The former Captain said at the time, the lives of non-Krahn soldiers and security personnel who remained loyal were always under threat. He cited the name of Nyonblu Tailey whose men he claims was directly responsible for the summary execution of many soldiers and civilians including senior citizen Georgia Coleman, Archie Greene, John Bright and others, all residents of Sinkor.
Many other security officers and soldiers were summarily executed on suspicion of links to rebel forces. According to him, this caused a large number of security officers and soldiers to defect to the rebel INPFL forces of Prince Johnson. Further, he said, by then Doe was a virtual prisoner hardly venturing away from his protected Executive Mansion enclave.
Initially, officials and supporters of the Doe government, especially the Krahn dominated AFL high command, had denied involvement, claiming that attacking rebel forces had sneaked behind their lines to commit the massacre.
However a ranking officer of the AFL Major Boi Bloju Boi (deceased) when appearing before the TRC, admitted that the Lutheran Church was behind their lines of control.
According to him their area of control at the time stretched from the James Spriggs Payne Airport to Benson Street including the Capitol Bypass area and Rock Spring Valley and it was under the command and control of Major Jackson E. Doe a very close relative of President Doe.
Doe who, according to informed sources was a member of the Death Squad, is said to have strongly resembled his cousin Samuel K. Doe. They sported similar hair styles and, according to the former security captain, he could have easily been mistaken for Doe.
Whatever the case, no one has yet been brought to trial for the massacre. Although attempts were made in the United States, according to sources, to bring such charges against former SATU commander, Moses Thomas, he left the US, according to sources, and is now back in Liberia.
But the Lutheran Church massacre was just one of several massacres committed in Liberia during the course of the Liberian civil war for which there has been no accountability.
The Barkedu, Kpolokpala, Sinje, Bloh Town, Wrobone Town and the Maher Bridge massacres, are but a few called to mind.
It is indeed sad that an entire generation of our children have little or no idea of the horrors occupants of the Lutheran Church experienced on that fateful night of July 29, 1990.
Their burial ground by all accounts should more befittingly be a hallowed spot where Liberian children can be reminded of the horrors of the past.

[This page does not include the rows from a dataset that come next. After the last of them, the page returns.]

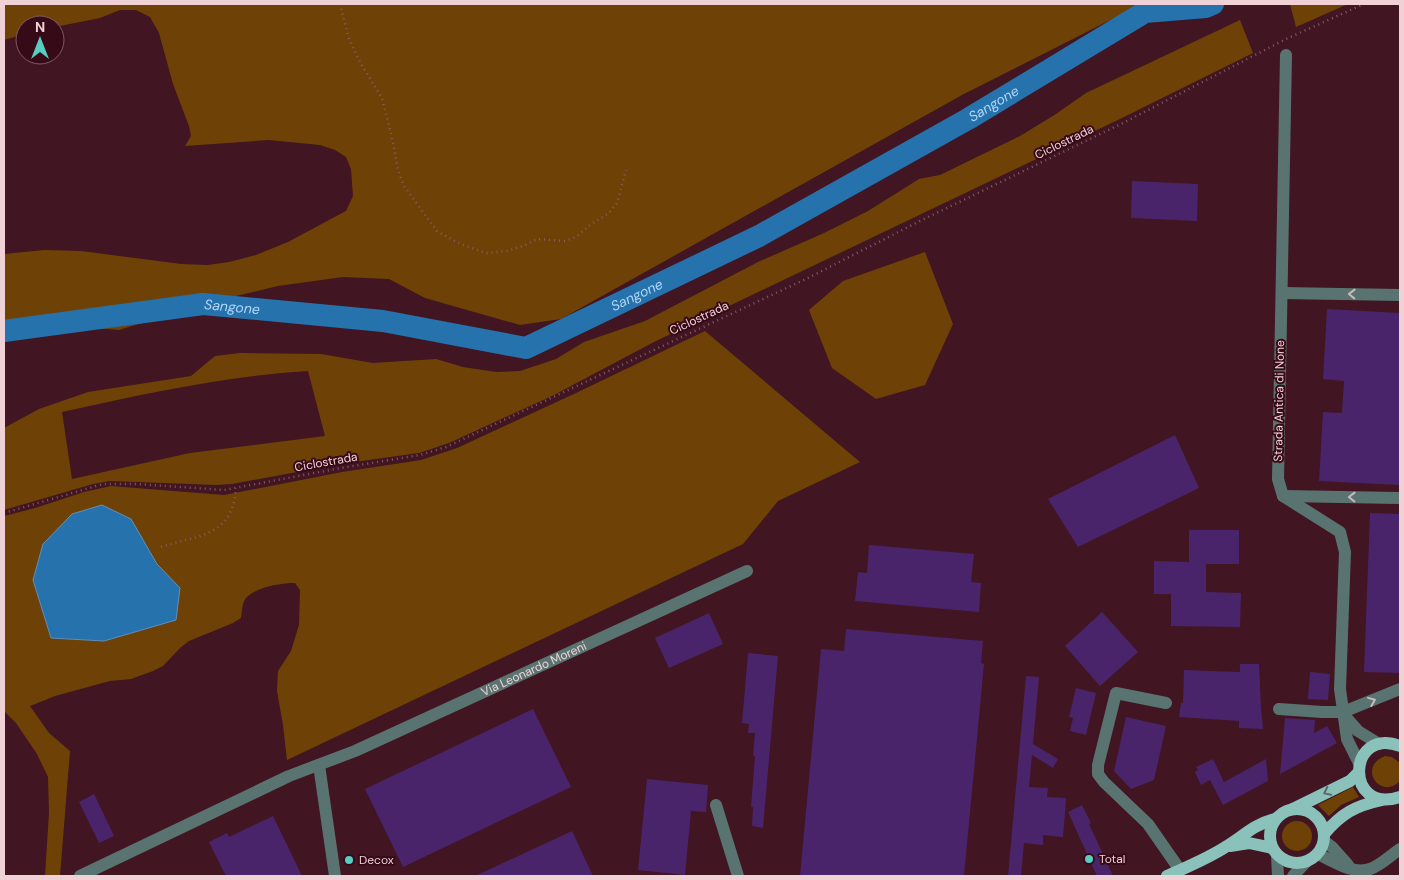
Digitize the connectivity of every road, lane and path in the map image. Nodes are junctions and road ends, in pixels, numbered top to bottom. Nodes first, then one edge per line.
1 (340, 4) edge
2 (1364, 4) edge
3 (1286, 55) dead end
4 (626, 170) dead end
5 (1282, 293) junction
6 (1400, 295) edge
7 (236, 488) junction
8 (1284, 496) junction
9 (1400, 498) edge
10 (4, 513) edge
11 (160, 547) dead end
12 (747, 571) dead end
13 (1400, 689) edge
14 (1166, 703) dead end
15 (1279, 709) dead end
16 (1344, 714) junction
17 (1379, 744) junction
18 (1398, 744) edge
19 (319, 765) junction
20 (1359, 768) junction
21 (1400, 797) edge
22 (1382, 800) junction
23 (716, 805) dead end
24 (1293, 809) junction
25 (1275, 819) junction
26 (1324, 838) junction
27 (1227, 847) junction
28 (1400, 848) edge
29 (1274, 852) junction
30 (1318, 854) junction
31 (1306, 862) junction
32 (1352, 869) junction
33 (1180, 870) junction
34 (80, 876) edge
35 (335, 876) edge
36 (738, 876) edge
37 (1167, 876) edge
38 (1278, 876) edge
39 (1293, 876) edge

1 - 4 path
2 - 7 path, Ciclostrada
3 - 5 street, Strada Antica di None
6 -> 5 street
5 - 8 street, Strada Antica di None
7 - 10 path, Ciclostrada
7 - 11 path
9 -> 8 street
8 - 16 street
12 - 19 street, Via Leonardo Moreni
16 -> 13 street
14 - 33 street
15 - 16 street
16 - 17 street
16 - 20 street
17 - 18 main road
17 - 20 main road
19 - 34 street, Via Leonardo Moreni
19 - 35 street
20 - 22 main road
20 -> 24 main road
21 - 22 main road
22 - 26 main road
23 - 36 street
24 - 25 main road
24 - 26 main road
25 - 27 main road
25 - 29 main road
26 - 30 main road
26 - 32 street
27 - 29 main road
27 - 33 main road
28 - 32 street
29 - 31 main road
29 - 38 street
30 - 31 main road
30 - 32 street
31 - 39 street
33 - 37 main road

And the very idea that kids romp about the place daily, unaware that beneath their feet lie the remains of hundreds whose lives were brutally cut short by evil men while seeking refuge in a house of worship to God, is unsettling.
It is even sadder that since then no government, including that of NOBEL prize winner Ellen Johnson Sirleaf, has tendered an apology of any kind to the Liberian people for having failed to respect, protect, uphold and defend the human rights of the Liberian people. The failure to have individuals account for their past actions has only served to further deepen the culture of impunity.

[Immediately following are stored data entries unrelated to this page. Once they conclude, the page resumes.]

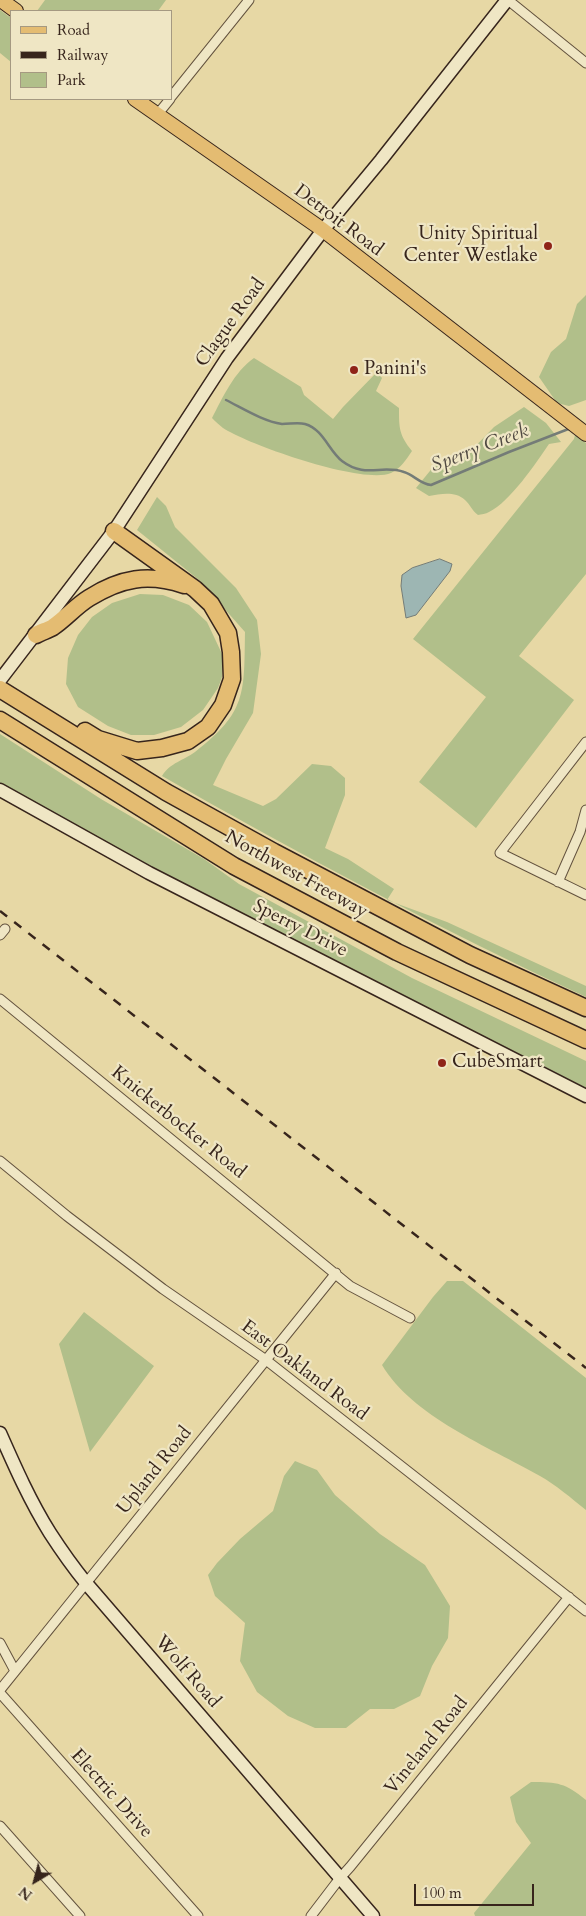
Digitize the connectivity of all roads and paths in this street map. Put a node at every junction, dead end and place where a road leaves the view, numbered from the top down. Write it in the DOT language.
graph roads {
  1 [pos="1,0"];
  2 [pos="249,0"];
  3 [pos="507,0"];
  4 [pos="15,10"];
  5 [pos="586,63"];
  6 [pos="172,97"];
  7 [pos="136,100"];
  8 [pos="169,100"];
  9 [pos="157,115"];
  10 [pos="323,230"];
  11 [pos="585,433"];
  12 [pos="114,531"];
  13 [pos="195,589"];
  14 [pos="36,635"];
  15 [pos="0,680"];
  16 [pos="0,689"];
  17 [pos="14,698"];
  18 [pos="0,720"];
  19 [pos="586,742"];
  20 [pos="0,790"];
  21 [pos="586,810"];
  22 [pos="558,882"];
  23 [pos="586,895"];
  24 [pos="0,999"];
  25 [pos="586,1008"];
  26 [pos="586,1040"];
  27 [pos="586,1096"];
  28 [pos="0,1161"];
  29 [pos="336,1272"];
  30 [pos="410,1318"];
  31 [pos="266,1360"];
  32 [pos="0,1433"];
  33 [pos="86,1583"];
  34 [pos="569,1597"];
  35 [pos="586,1611"];
  36 [pos="0,1643"];
  37 [pos="14,1671"];
  38 [pos="0,1692"];
  39 [pos="0,1826"];
  40 [pos="340,1878"];
  41 [pos="80,1916"];
  42 [pos="198,1916"];
  43 [pos="311,1916"];
  44 [pos="373,1916"];
  1 -- 4 [label="main road"];
  2 -- 6 [label="street"];
  3 -- 5 [label="street"];
  3 -- 10 [label="street, Clague Road"];
  7 -- 9 [label="main road, Detroit Road"];
  8 -- 9 [label="street"];
  9 -- 10 [label="main road, Detroit Road"];
  10 -- 11 [label="main road, Detroit Road"];
  10 -- 12 [label="street, Clague Road"];
  12 -- 13 [label="highway"];
  12 -- 14 [label="street, Clague Road"];
  13 -- 14 [label="highway"];
  13 -- 17 [label="highway"];
  14 -- 15 [label="street, Clague Road"];
  16 -- 17 [label="highway, Northwest Freeway"];
  17 -- 25 [label="highway, Northwest Freeway"];
  18 -- 26 [label="highway, Northwest Freeway"];
  19 -- 22 [label="street"];
  20 -- 27 [label="street, Sperry Drive"];
  21 -- 22 [label="street"];
  22 -- 23 [label="street"];
  24 -- 29 [label="street, Knickerbocker Road"];
  28 -- 31 [label="street, East Oakland Road"];
  29 -- 30 [label="street, Knickerbocker Road"];
  29 -- 31 [label="street, Upland Road"];
  31 -- 33 [label="street, Upland Road"];
  31 -- 34 [label="street, East Oakland Road"];
  32 -- 33 [label="street, Wolf Road"];
  33 -- 37 [label="street, Upland Road"];
  33 -- 40 [label="street, Wolf Road"];
  34 -- 35 [label="street, East Oakland Road"];
  34 -- 40 [label="street, Vineland Road"];
  36 -- 37 [label="street"];
  37 -- 38 [label="street, Upland Road"];
  38 -- 42 [label="street, Electric Drive"];
  39 -- 41 [label="street"];
  40 -- 43 [label="street, Vineland Road"];
  40 -- 44 [label="street, Wolf Road"];
}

Thus it was by no means surprising that members of the CDC-CoP launched a violent, brutal and bloody attack on a peaceful assembly of UL student protesters right across the street from the front entrance of the United States Embassy.
The CDC-COP act was an intimidation intended to send a message to the political opposition that the armed might of CDC militants is prepared to go to the wire in order to stamp out any form of political opposition to the CDC as the country heads to the polls in 2023.

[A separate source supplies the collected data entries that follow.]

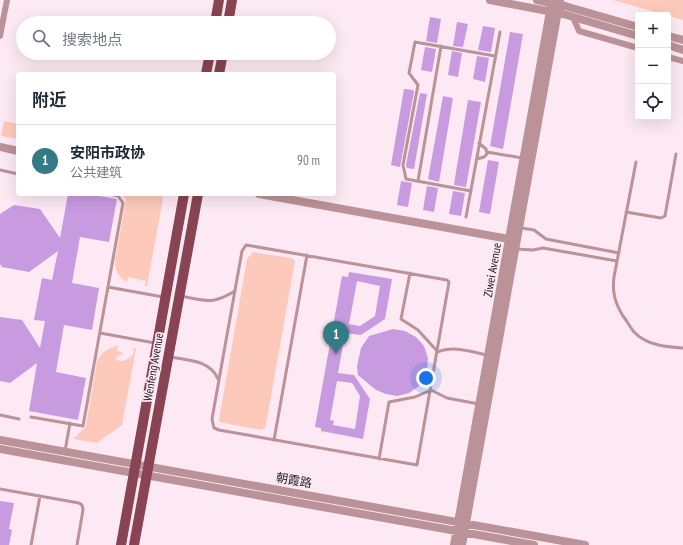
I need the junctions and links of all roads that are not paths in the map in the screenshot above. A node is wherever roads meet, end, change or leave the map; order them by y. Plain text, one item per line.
1 (7, 0) edge
2 (219, 0) edge
3 (232, 0) edge
4 (490, 0) edge
5 (537, 0) edge
6 (556, 2) edge
7 (554, 12) junction
8 (216, 16) edge
9 (229, 16) edge
10 (573, 17) junction
11 (635, 26) edge
12 (500, 32) dead end
13 (635, 35) edge
14 (0, 36) edge
15 (671, 37) edge
16 (683, 40) edge
17 (441, 46) junction
18 (671, 46) edge
19 (635, 47) edge
20 (683, 50) edge
21 (495, 56) junction
22 (671, 58) edge
23 (209, 60) edge
24 (222, 60) edge
25 (683, 61) edge
26 (206, 72) edge
27 (219, 72) edge
28 (480, 143) junction
29 (0, 148) edge
30 (16, 151) edge
31 (487, 152) junction
32 (676, 154) dead end
33 (477, 159) junction
34 (524, 159) junction
35 (636, 162) dead end
36 (0, 170) edge
37 (16, 174) edge
38 (418, 181) junction
39 (471, 190) junction
40 (118, 196) edge
41 (184, 196) edge
42 (198, 196) edge
43 (270, 196) edge
44 (626, 212) junction
45 (466, 218) dead end
46 (519, 228) junction
47 (509, 239) junction
48 (515, 249) junction
49 (619, 253) junction
50 (307, 255) junction
51 (617, 261) junction
52 (410, 273) junction
53 (108, 287) junction
54 (235, 291) junction
55 (179, 296) junction
56 (166, 297) junction
57 (100, 333) junction
58 (158, 344) junction
59 (683, 348) edge
60 (438, 352) junction
61 (489, 355) junction
62 (168, 356) junction
63 (219, 380) junction
64 (431, 390) junction
65 (480, 404) junction
66 (0, 415) edge
67 (31, 416) dead end
68 (19, 419) dead end
69 (70, 424) junction
70 (0, 440) edge
71 (274, 440) junction
72 (0, 449) edge
73 (65, 451) junction
74 (379, 458) junction
75 (135, 469) junction
76 (148, 471) junction
77 (0, 489) edge
78 (40, 496) junction
79 (462, 523) junction
80 (461, 532) junction
81 (31, 545) edge
82 (77, 545) edge
83 (121, 545) edge
84 (134, 545) edge
85 (454, 545) edge
86 (462, 545) edge
87 (534, 545) edge
88 (584, 545) edge

1 - 14 street
2 - 8 main road
3 - 9 main road
4 - 7 street
5 - 6 street
6 - 7 street, Ziwei Avenue
6 - 11 street
7 - 10 street
7 - 34 street, Ziwei Avenue
7 - 46 street, Ziwei Avenue
10 - 13 street
10 - 19 street
12 - 21 lane
15 - 16 street
17 - 21 lane
17 - 38 lane
17 - 38 lane
18 - 20 street
21 - 28 lane
22 - 25 street
23 - 26 main road
24 - 27 main road
28 - 31 lane
28 - 33 lane
29 - 30 street
31 - 33 lane
31 - 34 lane
32 - 44 lane
33 - 39 lane
34 - 47 street, Ziwei Avenue
35 - 44 lane
36 - 37 lane
38 - 39 lane
39 - 45 lane
40 - 53 lane
41 - 56 main road, Wenfeng Avenue
42 - 55 main road, Wenfeng Avenue
43 - 47 street
44 - 49 lane
46 - 48 street, Ziwei Avenue
46 - 49 lane
47 - 61 street, Ziwei Avenue
48 - 51 lane
48 - 79 street, Ziwei Avenue
49 - 51 lane
50 - 52 lane
50 - 54 lane
50 - 71 lane
51 - 59 lane
52 - 60 lane
52 - 60 lane
53 - 56 lane
53 - 57 lane
54 - 55 lane
54 - 63 lane
55 - 62 main road, Wenfeng Avenue
56 - 58 main road, Wenfeng Avenue
57 - 58 lane
57 - 69 lane
58 - 75 main road, Wenfeng Avenue
60 - 61 lane
60 - 64 lane
61 - 65 street, Ziwei Avenue
62 - 63 lane
62 - 76 main road, Wenfeng Avenue
63 - 71 lane
64 - 65 lane
64 - 74 lane
64 - 74 lane
65 - 79 street, Ziwei Avenue
66 - 68 lane
67 - 69 lane
69 - 73 lane
70 - 73 street, 朝霞路
71 - 74 lane
72 - 75 street, 朝霞路
73 - 75 street, 朝霞路
75 - 76 street, 朝霞路
75 - 83 main road, Wenfeng Avenue
76 - 79 street, 朝霞路
76 - 80 street, 朝霞路
76 - 84 main road, Wenfeng Avenue
77 - 78 lane
78 - 81 lane
78 - 82 lane
79 - 80 street, Ziwei Avenue
79 - 88 street, 朝霞路
80 - 85 street, Ziwei Avenue
80 - 86 street, Ziwei Avenue
80 - 87 street, 朝霞路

It is as if the country is slowly being dragged into conflict once again by individuals who apparently have not been informed by the experience of history. As massacre survivor Cyrus Yormie aptly put it, they are tired of telling their stories.
As direct victims, they bear and carry the scars of the civil war and lasting but bitter memories in their hearts of the pain, suffering and sense of loss and abandonment they feel.
They were ignored by the previous government led by an individual who played a key and leading role in organizing and unleashing what turned out to be a 14-year bloody civil war. Whatever hopes victims may have held or placed in the succeeding government of President George Weah for redress have apparently fizzled out.
But lest we forget, those who forget the past are bound to repeat it with devastating consequences. Those that have ears to hear, let them hear this: They/We Are Tired of Telling Our Stories!